Copy out the data that follows exactly, leaving out no line.

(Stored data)
* * *
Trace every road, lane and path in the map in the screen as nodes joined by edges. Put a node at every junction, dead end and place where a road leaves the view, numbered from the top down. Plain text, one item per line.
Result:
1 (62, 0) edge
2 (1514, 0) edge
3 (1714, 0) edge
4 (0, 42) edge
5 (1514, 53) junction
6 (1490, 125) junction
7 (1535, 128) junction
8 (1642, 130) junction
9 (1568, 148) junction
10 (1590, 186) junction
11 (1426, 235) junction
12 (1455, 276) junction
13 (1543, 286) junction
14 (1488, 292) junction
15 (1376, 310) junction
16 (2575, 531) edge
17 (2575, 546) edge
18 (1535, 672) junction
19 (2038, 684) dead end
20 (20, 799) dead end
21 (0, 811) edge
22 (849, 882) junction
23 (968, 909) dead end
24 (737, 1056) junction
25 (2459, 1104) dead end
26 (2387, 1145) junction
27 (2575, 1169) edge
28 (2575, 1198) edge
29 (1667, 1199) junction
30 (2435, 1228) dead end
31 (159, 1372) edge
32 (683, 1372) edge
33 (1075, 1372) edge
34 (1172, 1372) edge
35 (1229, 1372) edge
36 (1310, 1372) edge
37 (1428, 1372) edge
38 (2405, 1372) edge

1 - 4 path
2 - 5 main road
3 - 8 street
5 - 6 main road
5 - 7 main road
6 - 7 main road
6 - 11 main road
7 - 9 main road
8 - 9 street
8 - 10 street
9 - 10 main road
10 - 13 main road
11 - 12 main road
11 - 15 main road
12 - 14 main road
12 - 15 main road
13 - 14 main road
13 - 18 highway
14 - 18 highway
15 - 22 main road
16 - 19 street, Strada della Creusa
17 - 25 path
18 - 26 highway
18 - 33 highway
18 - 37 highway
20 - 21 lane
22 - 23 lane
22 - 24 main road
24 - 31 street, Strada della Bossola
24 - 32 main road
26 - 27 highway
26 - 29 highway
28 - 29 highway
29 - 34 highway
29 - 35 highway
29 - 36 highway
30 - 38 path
* * *
**TASK RESULT**
Trace every road, lane and path in the map in the screen as nodes joined by edges. Put a node at every junction, dead end and place where a road leaves the view, numbered from the top down. Plain text, one item per line.
Result:
1 (62, 0) edge
2 (1514, 0) edge
3 (1714, 0) edge
4 (0, 42) edge
5 (1514, 53) junction
6 (1490, 125) junction
7 (1535, 128) junction
8 (1642, 130) junction
9 (1568, 148) junction
10 (1590, 186) junction
11 (1426, 235) junction
12 (1455, 276) junction
13 (1543, 286) junction
14 (1488, 292) junction
15 (1376, 310) junction
16 (2575, 531) edge
17 (2575, 546) edge
18 (1535, 672) junction
19 (2038, 684) dead end
20 (20, 799) dead end
21 (0, 811) edge
22 (849, 882) junction
23 (968, 909) dead end
24 (737, 1056) junction
25 (2459, 1104) dead end
26 (2387, 1145) junction
27 (2575, 1169) edge
28 (2575, 1198) edge
29 (1667, 1199) junction
30 (2435, 1228) dead end
31 (159, 1372) edge
32 (683, 1372) edge
33 (1075, 1372) edge
34 (1172, 1372) edge
35 (1229, 1372) edge
36 (1310, 1372) edge
37 (1428, 1372) edge
38 (2405, 1372) edge

1 - 4 path
2 - 5 main road
3 - 8 street
5 - 6 main road
5 - 7 main road
6 - 7 main road
6 - 11 main road
7 - 9 main road
8 - 9 street
8 - 10 street
9 - 10 main road
10 - 13 main road
11 - 12 main road
11 - 15 main road
12 - 14 main road
12 - 15 main road
13 - 14 main road
13 - 18 highway
14 - 18 highway
15 - 22 main road
16 - 19 street, Strada della Creusa
17 - 25 path
18 - 26 highway
18 - 33 highway
18 - 37 highway
20 - 21 lane
22 - 23 lane
22 - 24 main road
24 - 31 street, Strada della Bossola
24 - 32 main road
26 - 27 highway
26 - 29 highway
28 - 29 highway
29 - 34 highway
29 - 35 highway
29 - 36 highway
30 - 38 path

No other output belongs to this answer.